This is a common way to count the number of occurrences of characters in a string.
The code you posted counts not the length of the string, but the number of occurrences of alphabet letters that occur in the lowercased string.
Character.isLetter(line.charAt(i))
retrieved the character at position i and returns true if it is a letter.
count[(int)(line.charAt(i) - 'a')]++;
increments the count at index character - 'a', this is 0 to 26.
The result of the function is an array of 26 integers containing the counts per letter.
The for loop over the counts array ends the printed output every 10th count and uses
(char) ('a' + i)
to print the letter that the counts belongs to.
I guess you are counting the occurences of letters, not characters ('5' is also a character).
The last part:
for (int i = 0; i<line.length(); i++)
{
if (Character.isLetter(line.charAt(i)))
count[(int)(line.charAt(i) - 'a')]++;
}
It iterates over the input line and checks for each character if it is a letter. If it is, it increments the count for that letter. The count is kept in an array of 26 integers (for the 26 letters in the latin alphabet). The count for letter 'a' is kept at index 0, letter 'b' at 1, 'z' at 25. To get the index the code subtracts the value 'a' from the letter value (each character not only is a character/glyph, but also a numeric value). So if the letter is 'a' it subtracts the value of 'a' which should be 0 and so on.
In the method countLetters, the for loop goes through all characters in the line. The if checks to make sure it's a letter, otherwise it will be ignored.
line.charAt() yields the single character at position i. The type of this is char.
Now deep inside Java, a char is just a number corresponding to a character code. Lowercase 'a' has a character code of 97, 'b' is 98 and so on. (int) forces conversion from char to int. So we take the character code, let's say it's a 'b' so the code is 98, and we subtract the code for 'a', which is 97, so we get the offset 1 (from the beginning of the alphabet). For any letter in the alphabet, the offset will be between 0 and 25 (inclusive).
So we use that offset as an index into the array count and use ++ to increment it. Then later the loop in the top part of the program can print out the counts.
The loop at the top is using the reverse "trick" to convert those offsets from 0 to 25 back into letters from a to z.

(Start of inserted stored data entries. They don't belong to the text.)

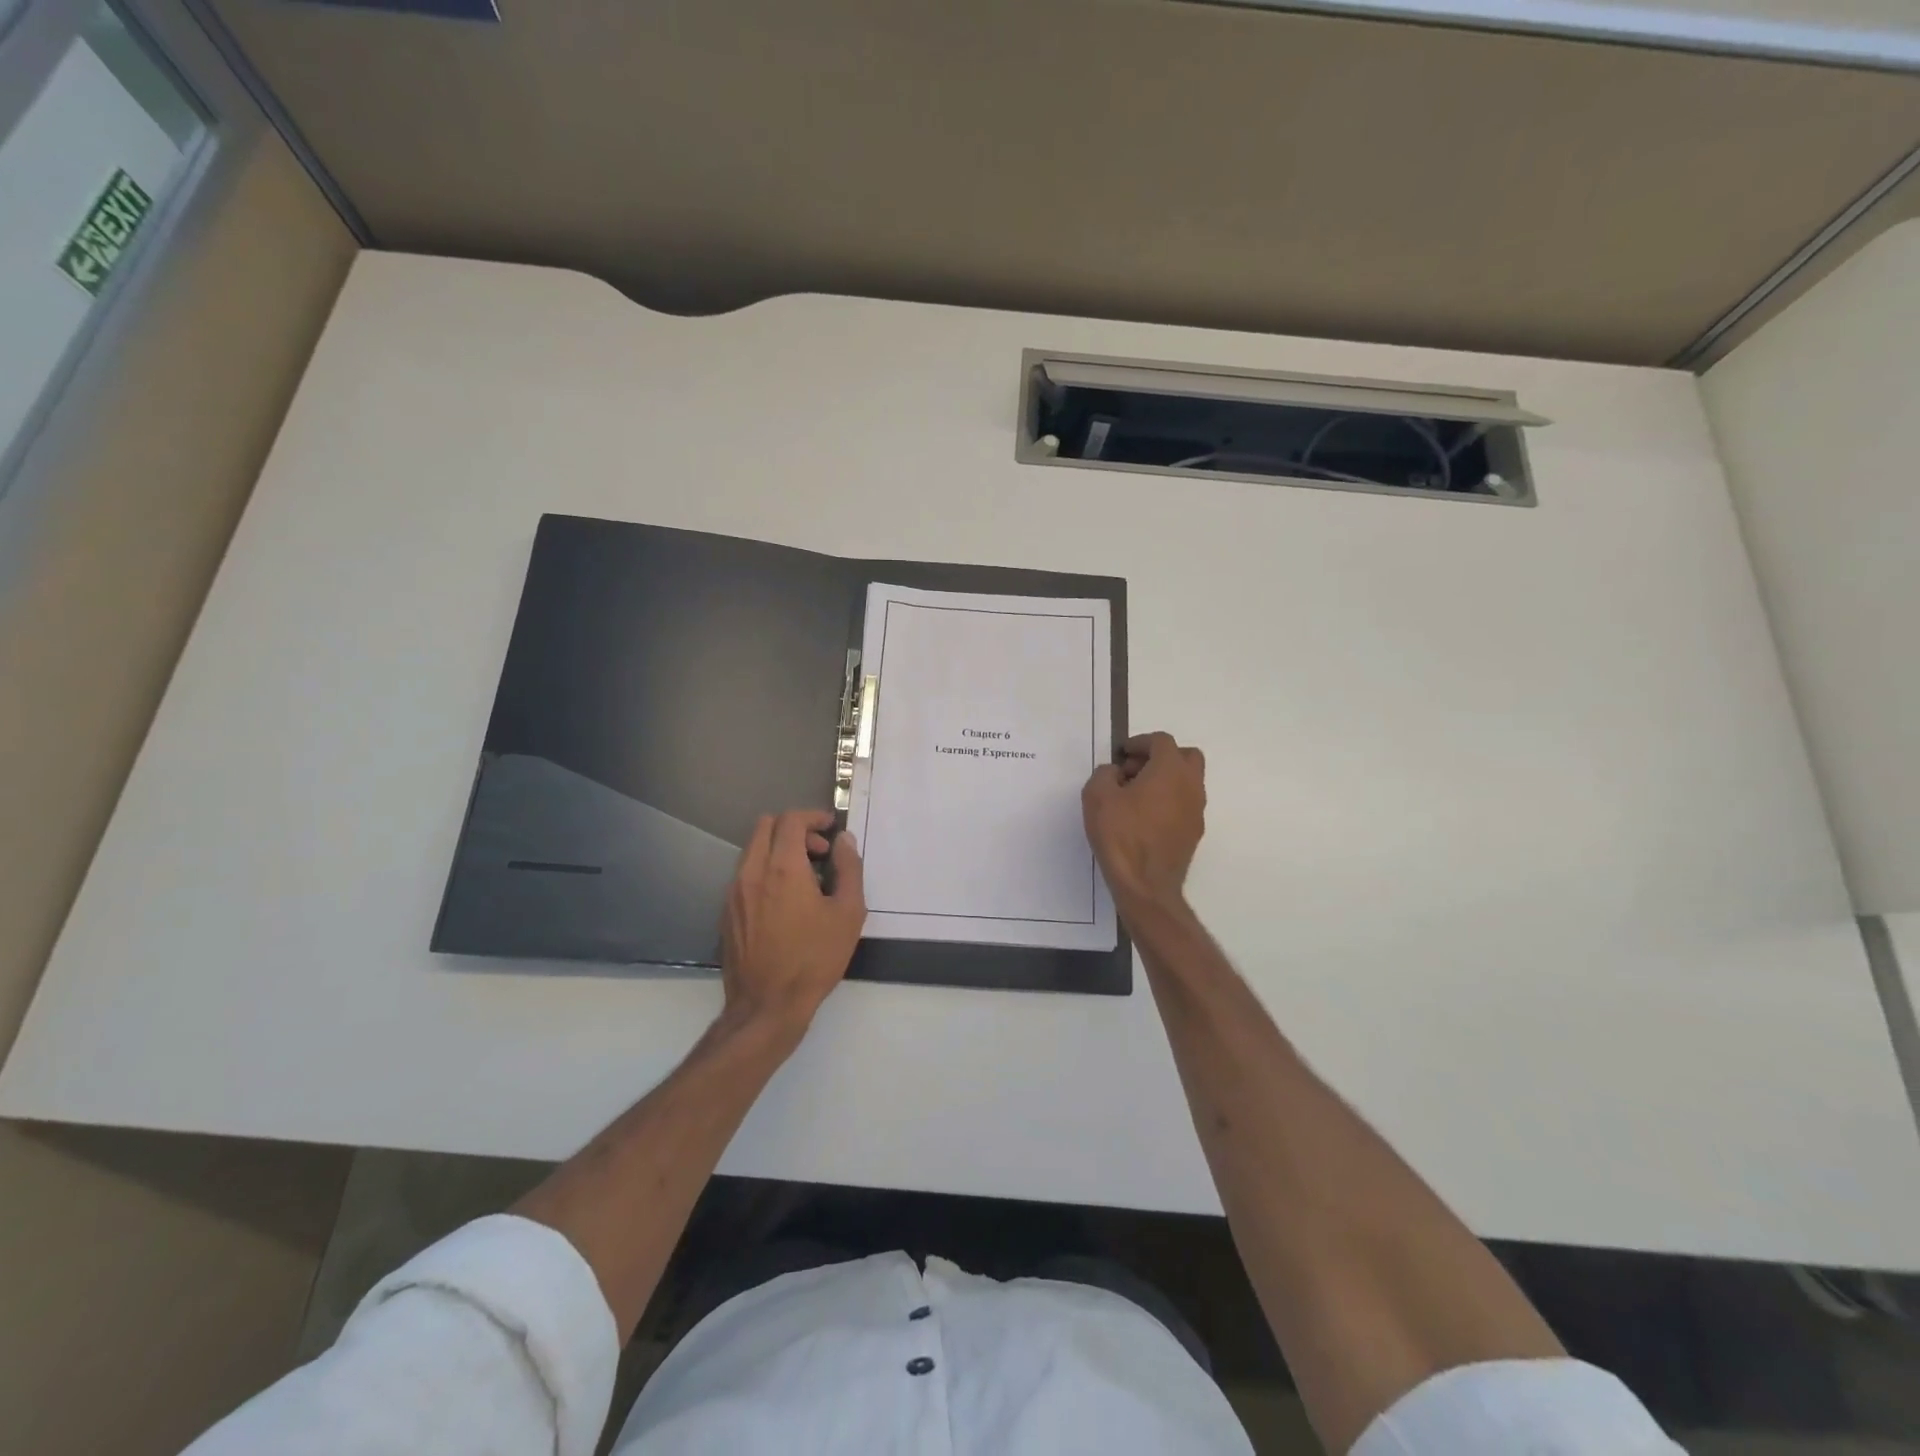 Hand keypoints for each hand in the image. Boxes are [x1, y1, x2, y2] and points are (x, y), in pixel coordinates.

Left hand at [720, 810, 865, 1036]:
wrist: (767, 1006)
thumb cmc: (814, 959)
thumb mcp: (848, 913)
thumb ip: (849, 869)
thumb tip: (844, 841)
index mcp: (783, 867)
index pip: (791, 820)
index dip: (813, 817)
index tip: (831, 829)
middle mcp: (752, 871)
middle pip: (766, 826)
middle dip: (795, 829)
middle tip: (819, 852)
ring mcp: (734, 892)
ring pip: (753, 849)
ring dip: (779, 850)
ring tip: (805, 879)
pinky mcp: (727, 912)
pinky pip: (745, 874)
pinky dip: (765, 871)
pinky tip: (784, 902)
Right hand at [1082, 732, 1205, 910]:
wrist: (1145, 884)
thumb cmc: (1121, 835)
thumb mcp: (1097, 796)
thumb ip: (1105, 774)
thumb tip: (1115, 773)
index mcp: (1170, 770)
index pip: (1161, 741)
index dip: (1140, 742)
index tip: (1121, 754)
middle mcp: (1191, 785)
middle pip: (1185, 756)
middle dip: (1160, 756)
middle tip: (1134, 771)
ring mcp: (1196, 810)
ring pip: (1187, 781)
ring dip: (1165, 779)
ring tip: (1135, 796)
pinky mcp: (1194, 832)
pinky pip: (1184, 803)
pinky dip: (1169, 800)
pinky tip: (1145, 817) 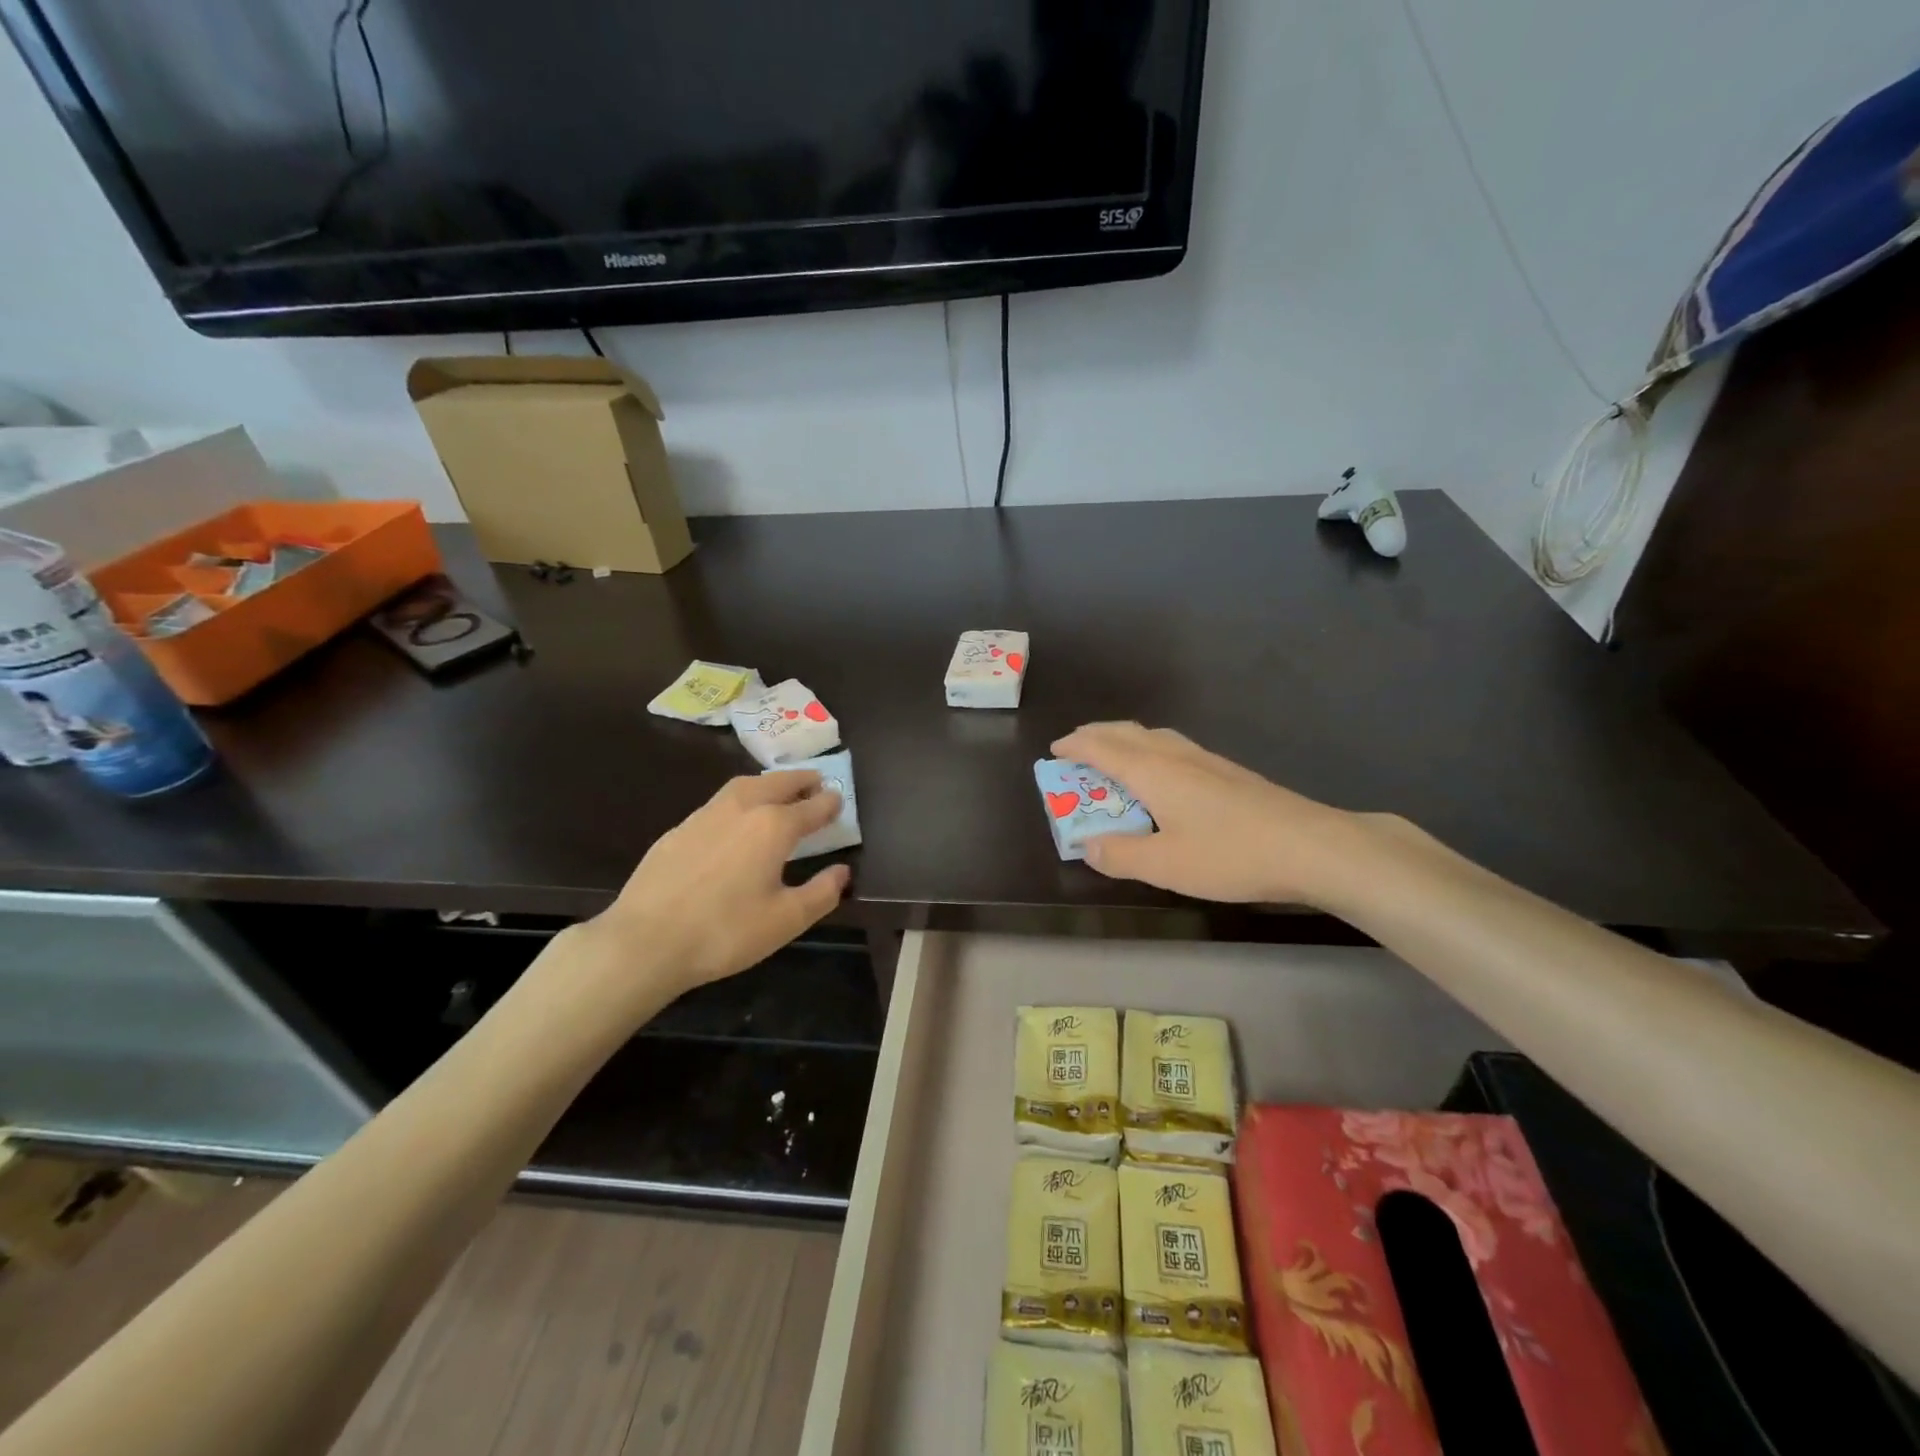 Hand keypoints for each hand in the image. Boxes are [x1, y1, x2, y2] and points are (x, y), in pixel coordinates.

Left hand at [584, 773, 849, 1002]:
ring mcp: (705, 815)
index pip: (811, 806)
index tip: (840, 799)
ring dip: (768, 783)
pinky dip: (739, 799)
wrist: (646, 941)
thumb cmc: (726, 931)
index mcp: (773, 826)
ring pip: (744, 786)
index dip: (829, 803)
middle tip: (815, 781)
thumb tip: (842, 872)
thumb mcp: (786, 920)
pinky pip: (718, 802)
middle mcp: (742, 809)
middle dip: (800, 780)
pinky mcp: (678, 830)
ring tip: (778, 790)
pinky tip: (735, 819)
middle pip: (777, 783)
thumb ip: (821, 893)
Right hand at [1050, 722, 1371, 906]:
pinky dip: (1150, 750)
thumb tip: (1089, 847)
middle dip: (1097, 735)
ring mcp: (1206, 760)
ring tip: (1114, 755)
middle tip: (1077, 747)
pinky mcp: (1228, 772)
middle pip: (1127, 733)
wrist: (1310, 846)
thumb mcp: (1164, 864)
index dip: (1075, 746)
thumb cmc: (1230, 854)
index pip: (1102, 748)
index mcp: (1152, 772)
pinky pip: (1174, 748)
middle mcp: (1175, 756)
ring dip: (1125, 740)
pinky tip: (1163, 774)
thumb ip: (1120, 855)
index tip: (1055, 750)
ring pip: (1154, 737) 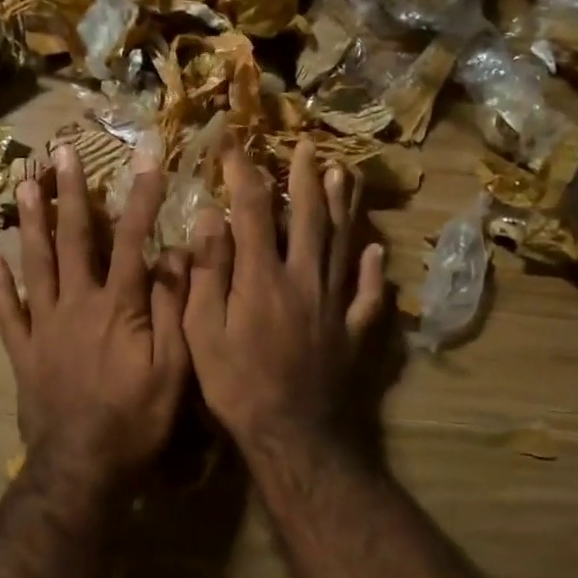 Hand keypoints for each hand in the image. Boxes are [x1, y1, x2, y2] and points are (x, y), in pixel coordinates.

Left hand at [0, 144, 190, 504]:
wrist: (83, 466)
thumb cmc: (137, 418)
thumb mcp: (173, 366)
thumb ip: (172, 307)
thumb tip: (176, 254)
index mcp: (118, 305)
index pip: (132, 238)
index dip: (141, 196)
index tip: (147, 158)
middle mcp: (76, 303)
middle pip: (73, 239)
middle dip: (71, 193)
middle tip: (61, 153)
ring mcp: (44, 325)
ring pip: (35, 263)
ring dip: (31, 222)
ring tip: (23, 185)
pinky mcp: (24, 351)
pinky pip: (7, 311)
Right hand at [183, 137, 385, 466]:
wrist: (294, 434)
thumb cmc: (237, 386)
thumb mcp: (202, 331)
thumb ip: (206, 273)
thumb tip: (208, 217)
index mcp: (262, 276)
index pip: (251, 209)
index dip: (242, 171)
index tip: (233, 142)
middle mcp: (304, 278)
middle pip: (307, 216)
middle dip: (304, 176)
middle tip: (306, 144)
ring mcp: (334, 303)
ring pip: (341, 242)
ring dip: (342, 205)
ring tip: (343, 173)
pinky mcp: (354, 330)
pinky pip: (367, 293)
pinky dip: (371, 270)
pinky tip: (375, 250)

The 'last part', the implementation of the loop is really hard to understand. Close to obfuscation ;) Here's a refactoring of the count method (split in two method, a general one for all chars and a special on for just the small capital letters:
public static int[] countAllASCII(String line) {
int[] count = new int[256];
char[] chars = line.toCharArray();
for (char c : chars) {
int index = (int) c;
if (index < 256) {
count[index]++;
}
}
return count;
}
public static int[] countLetters(String line) {
int[] countAll = countAll(line);
int[] result = new int[26];
System.arraycopy(countAll, (int) 'a', result, 0, 26);
return result;
}
General idea: the countAll method just counts all chars. Yes, the array is bigger, but in these dimensions, nobody cares today. The advantage: I don't have to test each char. The second method just copy the area of interest into a new (resulting) array and returns it.
EDIT
I'd changed my code for a less unfriendly comment as well. Thanks anyway, Bombe.